# XGBoost eXplainable AI

In [1]:
import shap
import pandas as pd
from src.models import retrieve_fit_model as rfm

## Retrieving latest most accurate XGBoost fit model

In [2]:
fit_xgb_model = rfm.get_fit_mlflow_model('xgb')

## Calculating Shapley values for fit XGBoost model

In [3]:
def get_fit_model_shapley_values_and_explainer(fit_xgb_model):
  """Return a tuple with a list containing computed Shapley values from fit XGBoost model
  and the obtained TreeExplainer.

  Keyword arguments:
  fit_xgb_model -- Fitted XGBoost model
  """
  explainer = shap.TreeExplainer(fit_xgb_model)
  data_for_prediction = pd.read_csv('../../data/processed/processed_application_test.csv')
  shap_values = explainer.shap_values(data_for_prediction)
  return shap_values, explainer

In [4]:
shap_values, explainer = get_fit_model_shapley_values_and_explainer(fit_xgb_model)
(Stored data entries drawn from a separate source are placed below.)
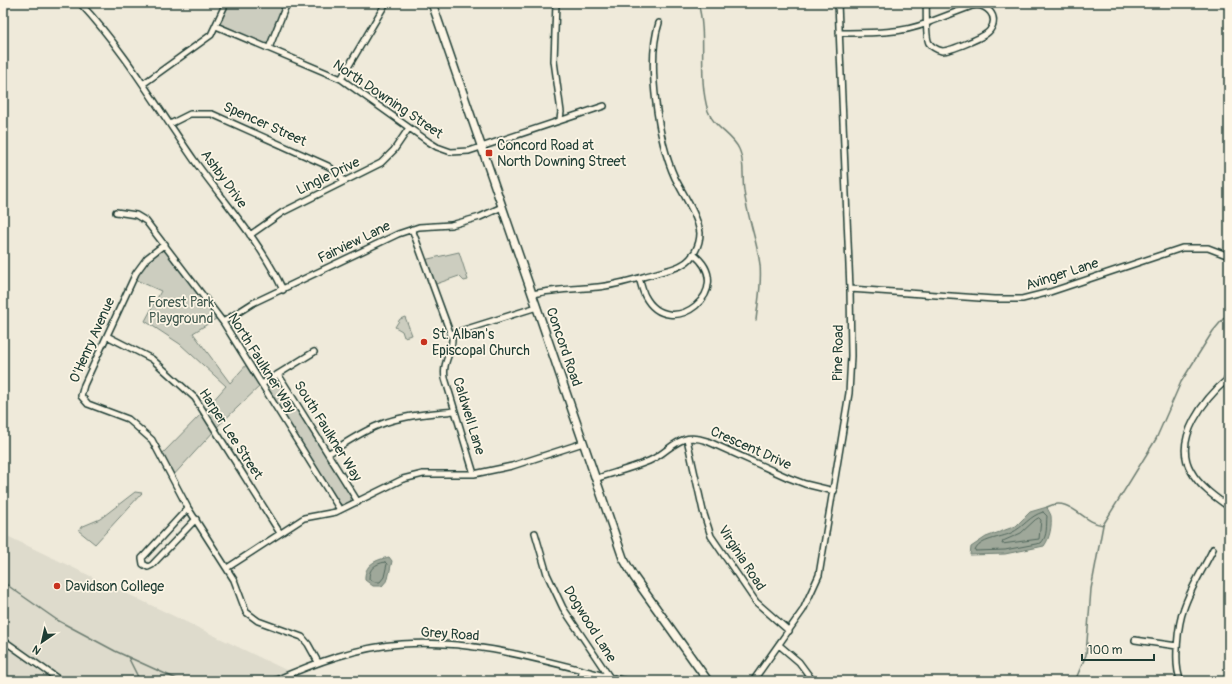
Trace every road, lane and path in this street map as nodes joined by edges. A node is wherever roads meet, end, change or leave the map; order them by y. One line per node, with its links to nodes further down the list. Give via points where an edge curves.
1 (80, 3): 15 (street, Ashby Drive, via 115,44)
2 (226, 3): 11 (street)
3 (287, 3): 13 (street)
4 (386, 3): 14 (street)
5 (432, 3): 20 (main road, Concord Road)
6 (556, 3): 17 (street, via 554,51)
7 (838, 3): 12 (street, Pine Road)
8 (926, 3): 10 (street)
9 (659, 23): 27 (street, via 654,70 657,110 668,158 699,228 699,242)
10 (927, 23): 10 (street, via 930,44 943,51 986,34 994,22 991,12 978,5); 12 (street, via 896,30)
11 (216, 26): 13 (street, North Downing Street); 15 (street, via 206,40)
12 (839, 33): 30 (street, Pine Road)
13 (269, 48): 14 (street, North Downing Street)
14 (341, 79): 19 (street, North Downing Street)
15 (143, 84): 18 (street, Ashby Drive)
16 (604, 106): 17 (street, North Downing Street)
17 (560, 119): 20 (street, North Downing Street, via 555,123)
18 (170, 124): 21 (street, Spencer Street, via 195,113 216,115 328,166); 25 (street, Ashby Drive)
19 (409, 128): 20 (street, North Downing Street, via 443,150 459,152); 21 (street, Lingle Drive, via 394,150 381,163)
20 (482, 147): 22 (main road, Concord Road)
21 (344, 181): 25 (street, Lingle Drive, via 283,212)
22 (502, 207): 24 (street, Fairview Lane, via 480,217 451,225); 32 (main road, Concord Road)
23 (116, 212): 26 (street, North Faulkner Way, via 143,218)
24 (412, 229): 31 (street, Fairview Lane); 35 (street)
25 (250, 235): 31 (street, Ashby Drive, via 272,267)
26 (165, 244): 34 (street, North Faulkner Way); 36 (street, O'Henry Avenue, via 139,267)
27 (693, 254): 29 (street, via 679,266); 29 (street, via 704,265 708,284 701,301 691,310 672,314 658,310 645,296)
28 (1229, 256): 30 (street, Avinger Lane, via 1208,248 1182,248 1022,299)
29 (639, 278): 32 (street)
30 (850, 289): 47 (street, Pine Road, via 850,371)
31 (283, 290): 34 (street, Fairview Lane, via 253,303)
32 (532, 294): 33 (main road, Concord Road)
33 (537, 307): 35 (street); 43 (main road, Concord Road)
34 (223, 322): 40 (street, North Faulkner Way)
35 (451, 334): 41 (street, Caldwell Lane, via 452,342 444,363 444,373)
36 (108, 336): 50 (street, O'Henry Avenue, via 81,396 88,404 128,419 147,435 159,451); 53 (street, Harper Lee Street, via 152,359 195,398)
37 (314, 352): 38 (street)
38 (278, 374): 40 (street); 44 (street, South Faulkner Way)
39 (1229, 378): 49 (street, via 1205,402 1188,434 1185,452 1188,467 1195,478)
40 (262, 384): 51 (street, North Faulkner Way)
41 (454, 411): 44 (street, via 387,422 368,430); 45 (street, Caldwell Lane)
42 (687, 439): 46 (street, Crescent Drive, via 674,443 649,461); 47 (street, Crescent Drive, via 707,441 789,478); 57 (street, Virginia Road, via 711,536 756,602)
43 (584, 443): 45 (street, via 512,466); 46 (main road, Concord Road)
44 (328, 454): 48 (street, South Faulkner Way)
45 (474, 474): 48 (street, via 416,475)
46 (595, 479): 69 (main road, Concord Road, via 628,567)
47 (834, 491): 57 (street, Pine Road, via 819,575 811,597)
48 (358, 502): 51 (street)
49 (1229, 507)
50 (188, 508): 52 (street, O'Henry Avenue); 52 (street, via 142,558 143,564 148,567 152,565)
51 (340, 510): 53 (street, via 304,518)
52 (196, 519): 56 (street, O'Henry Avenue)
53 (280, 533): 56 (street)
54 (535, 533): 64 (street, Dogwood Lane, via 547,574 563,608)
55 (1213, 549): 61 (street, via 1183,608)
56 (227, 568): 62 (street, O'Henry Avenue, via 243,607 250,616 302,637)
57 (789, 631): 60 (street, Pine Road)
58 (3, 640): 65 (street)
59 (1135, 640): 61 (street)
60 (779, 646): 70 (street, Pine Road); 71 (street, via 799,662)
61 (1178, 646): 72 (street, via 1176,662)
62 (318, 662): 63 (street, Grey Road, via 379,647 431,643 483,648); 66 (street, Grey Road)
63 (582, 670): 64 (street, Grey Road); 67 (street)
64 (611, 679): 68 (street, Grey Road)
65 (61, 681)
66 (274, 681)
67 (580, 681)
68 (626, 681)
69 (708, 681)
70 (753, 681)
71 (813, 681)
72 (1181, 681)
ntree_limit is deprecated, use `iteration_range` or model slicing instead.


## Showing explainer base value

In [5]:
explainer.expected_value

-1.224372

In [6]:
shap_values.shape

(10468, 77)

## Choosing line index to get explanations from

In [7]:
line_index = 10

## Extracting test dataset line from index

In [8]:
test = pd.read_csv('../../data/processed/processed_application_test.csv')
line = test.iloc[line_index]

## Vizualizing explanations for a single line in test dataset

In [9]:
shap.initjs()
shap.force_plot(explainer.expected_value, shap_values[line_index], line)

## Vizualizing explanations for all lines in test dataset at once (subsample at 1000 lines)

In [10]:
shap.force_plot(explainer.expected_value, shap_values[:1000], test.sample(1000))

## Vizualizing a summary plot for each class on the whole dataset (subsample at 1000 lines)

In [None]:
shap.summary_plot(shap_values[:1000], test.sample(1000))